Gauck-Besuch in Brasilien: Favela in deutscher Hand

Drei Tage ist Joachim Gauck in Brasilien unterwegs. Philipp Lichterbeck begleitet den Bundespräsidenten, der neben der Copacabana auch das Elendsviertel Santa Marta besucht - und durchgängig den Ton trifft.
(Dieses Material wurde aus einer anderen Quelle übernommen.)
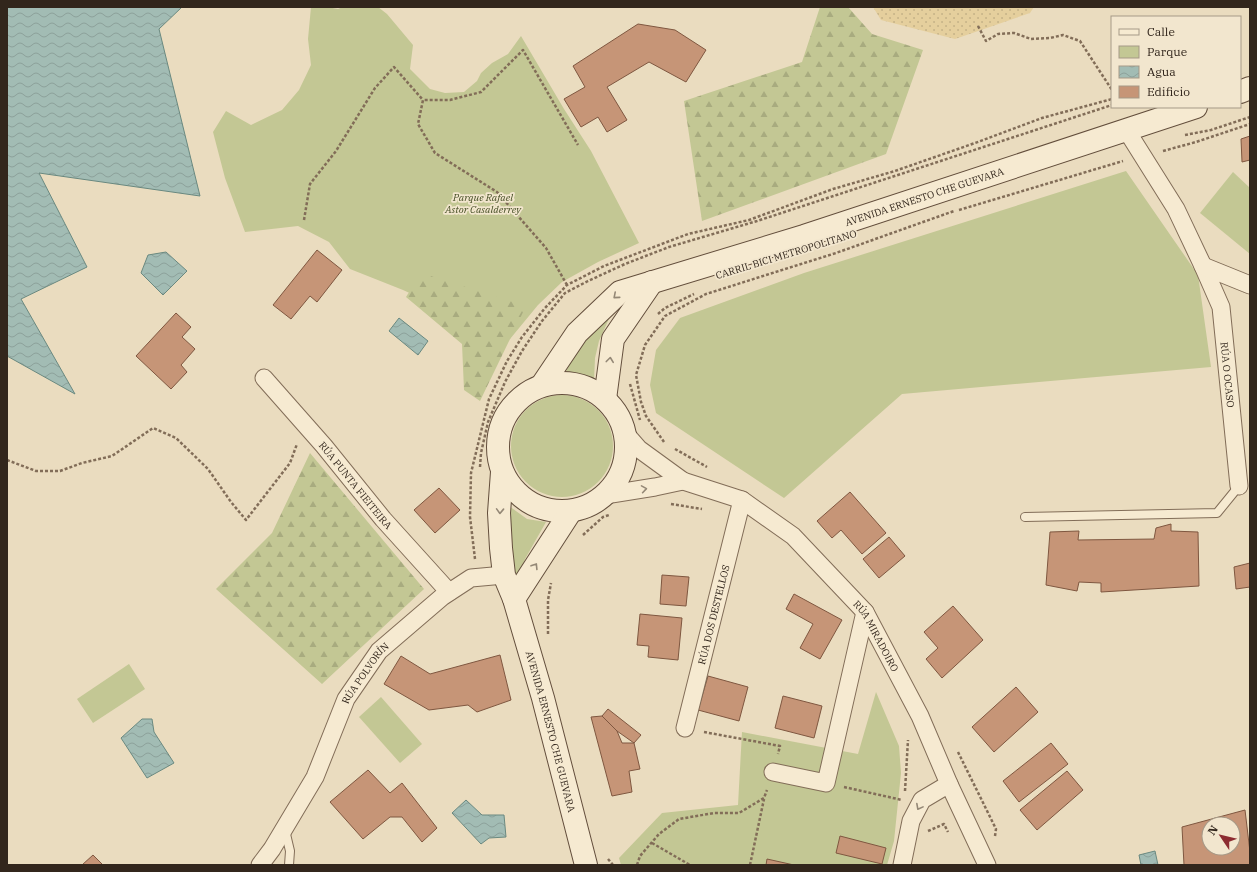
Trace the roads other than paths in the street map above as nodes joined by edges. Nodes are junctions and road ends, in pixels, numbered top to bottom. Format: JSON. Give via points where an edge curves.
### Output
{"nodes":[{"id":1,"x":1193,"y":108,"type":"edge"},
{"id":2,"x":1127,"y":130,"type":"junction"},
{"id":3,"x":1203,"y":266,"type":"junction"},
{"id":4,"x":652,"y":282,"type":"junction"},
{"id":5,"x":1250,"y":285,"type":"edge"},
{"id":6,"x":264,"y":378,"type":"dead end"},
{"id":7,"x":542,"y":385,"type":"junction"},
{"id":8,"x":605,"y":399,"type":"junction"},
{"id":9,"x":634,"y":428,"type":"junction"},
{"id":10,"x":502,"y":472,"type":"junction"},
{"id":11,"x":684,"y":481,"type":"junction"},
{"id":12,"x":1239,"y":486,"type":"joint"},
{"id":13,"x":605,"y":495,"type":"junction"},
{"id":14,"x":742,"y":500,"type":"junction"},
{"id":15,"x":571,"y":511,"type":"junction"},
{"id":16,"x":1025,"y":517,"type":"dead end"},
{"id":17,"x":504,"y":575,"type":"junction"},
{"id":18,"x":449,"y":592,"type":"junction"},
{"id":19,"x":514,"y":599,"type":"junction"},
{"id":20,"x":865,"y":612,"type":"junction"},
{"id":21,"x":684,"y":728,"type":"road end"},
{"id":22,"x":773,"y":772,"type":"road end"},
{"id":23,"x":949,"y":784,"type":"junction"},
{"id":24,"x":284,"y":828,"type":"junction"},
{"id":25,"x":260,"y":865,"type":"edge"},
{"id":26,"x":289,"y":865,"type":"edge"},
{"id":27,"x":586,"y":865,"type":"edge"},
{"id":28,"x":902,"y":865,"type":"edge"},
{"id":29,"x":987,"y":865,"type":"edge"}],
"edges":[{"from":1,"to":2,"type":"main road","name":"AVENIDA ERNESTO CHE GUEVARA"},
{"from":2,"to":3,"type":"street","name":"RÚA O OCASO","via":[[1176,209]]},
{"from":2,"to":4,"type":"main road","name":"AVENIDA ERNESTO CHE GUEVARA","via":[[804,236]]},
{"from":3,"to":5,"type":"street"},
{"from":3,"to":12,"type":"street","name":"RÚA O OCASO","via":[[1220,306]]},
{"from":4,"to":7,"type":"main road","name":"AVENIDA ERNESTO CHE GUEVARA","one_way":true,"via":[[620,292],[577,333]]},
{"from":8,"to":4,"type":"main road","one_way":true,"via":[[613,339]]},
{"from":6,"to":18,"type":"street","name":"RÚA PUNTA FIEITEIRA","via":[[383,519]]},
{"from":7,"to":8,"type":"main road","via":[[564,382],[586,387]]},
{"from":7,"to":10,"type":"main road","via":[[523,394],[508,410],[499,430],[497,451]]},
{"from":8,"to":9,"type":"main road"},
{"from":9,"to":11,"type":"street","name":"RÚA MIRADOIRO","via":[[639,449]]},
{"from":9,"to":13,"type":"main road","via":[[626,450],[624,466],[616,482]]},
{"from":10,"to":15,"type":"main road","via":[[513,490],[530,503],[549,510]]},
{"from":10,"to":17,"type":"main road","name":"AVENIDA ERNESTO CHE GUEVARA","one_way":true,"via":[[499,513]]},
{"from":13,"to":11,"type":"street","name":"RÚA MIRADOIRO","one_way":true},
{"from":11,"to":14,"type":"street","name":"RÚA MIRADOIRO"},
{"from":12,"to":16,"type":"lane","via":[[1217,513]]},
{"from":13,"to":15,"type":"main road","via":[[589,505]]},
{"from":14,"to":20,"type":"street","name":"RÚA MIRADOIRO","via":[[793,536]]},
{"from":14,"to":21,"type":"street","name":"RÚA DOS DESTELLOS"},
{"from":19,"to":15,"type":"main road","one_way":true},
{"from":17,"to":18,"type":"street","name":"RÚA POLVORÍN","via":[[471,578]]},
{"from":17,"to":19,"type":"main road","name":"AVENIDA ERNESTO CHE GUEVARA"},
{"from":18,"to":24,"type":"street","name":"RÚA POLVORÍN","via":[[379,651],[346,699],[315,777]]},
{"from":19,"to":27,"type":"main road","name":"AVENIDA ERNESTO CHE GUEVARA","via":[[543,698]]},
{"from":20,"to":22,"type":"street","via":[[826,783]]},
{"from":20,"to":23,"type":"street","name":"RÚA MIRADOIRO","via":[[920,716]]},
{"from":23,"to":28,"type":"street","one_way":true,"via":[[922,800],[911,820]]},
{"from":23,"to":29,"type":"street","name":"RÚA MIRADOIRO"},
{"from":24,"to":25,"type":"street","name":"RÚA POLVORÍN"},
{"from":24,"to":26,"type":"lane","via":[[290,851]]}]}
Zunächst erscheint der Tross aus Diplomaten, Journalisten und Sicherheitsleuten. Rund 120 Damen und Herren in dunklen Anzügen und mit umgehängten Ausweiskärtchen schreiten eine holprige Straße aus Kopfsteinpflaster hinauf, neugierig beäugt von Menschen in kurzen Hosen, bunten T-Shirts und Flipflops. Es ist das Zusammentreffen zweier Welten. Einer aus dem Trupp scherzt: „Hier kommen die Aliens.“ Ein bisschen wirkt es tatsächlich so. Ein Mann, der auf einem Grill am Straßenrand Fleischspieße wendet, fragt: „Ihr seid wegen dieses Typen aus Holland da, oder?“

Besuch von Joachim Gauck in der Favela Santa Marta in Rio de Janeiro. Der Bundespräsident ist seit drei Tagen in Brasilien und trifft durchgängig den Ton. In Sao Paulo nahm er seine Amtskollegin Dilma Rousseff charmant für sich ein, obwohl sie auf Deutschland extrem schlecht zu sprechen ist, seit Angela Merkel ihr wegen Kritik an der deutschen Finanzpolitik die kalte Schulter zeigt. In Rio hat Gauck sich dann am Mittag mit den Mitgliedern der Wahrheitskommission getroffen, die die Verbrechen während der brasilianischen Militärdiktatur aufarbeitet. Die zeigten sich beeindruckt von der Erfahrung des ehemaligen Stasiakten-Beauftragten und baten ihn prompt um Mithilfe.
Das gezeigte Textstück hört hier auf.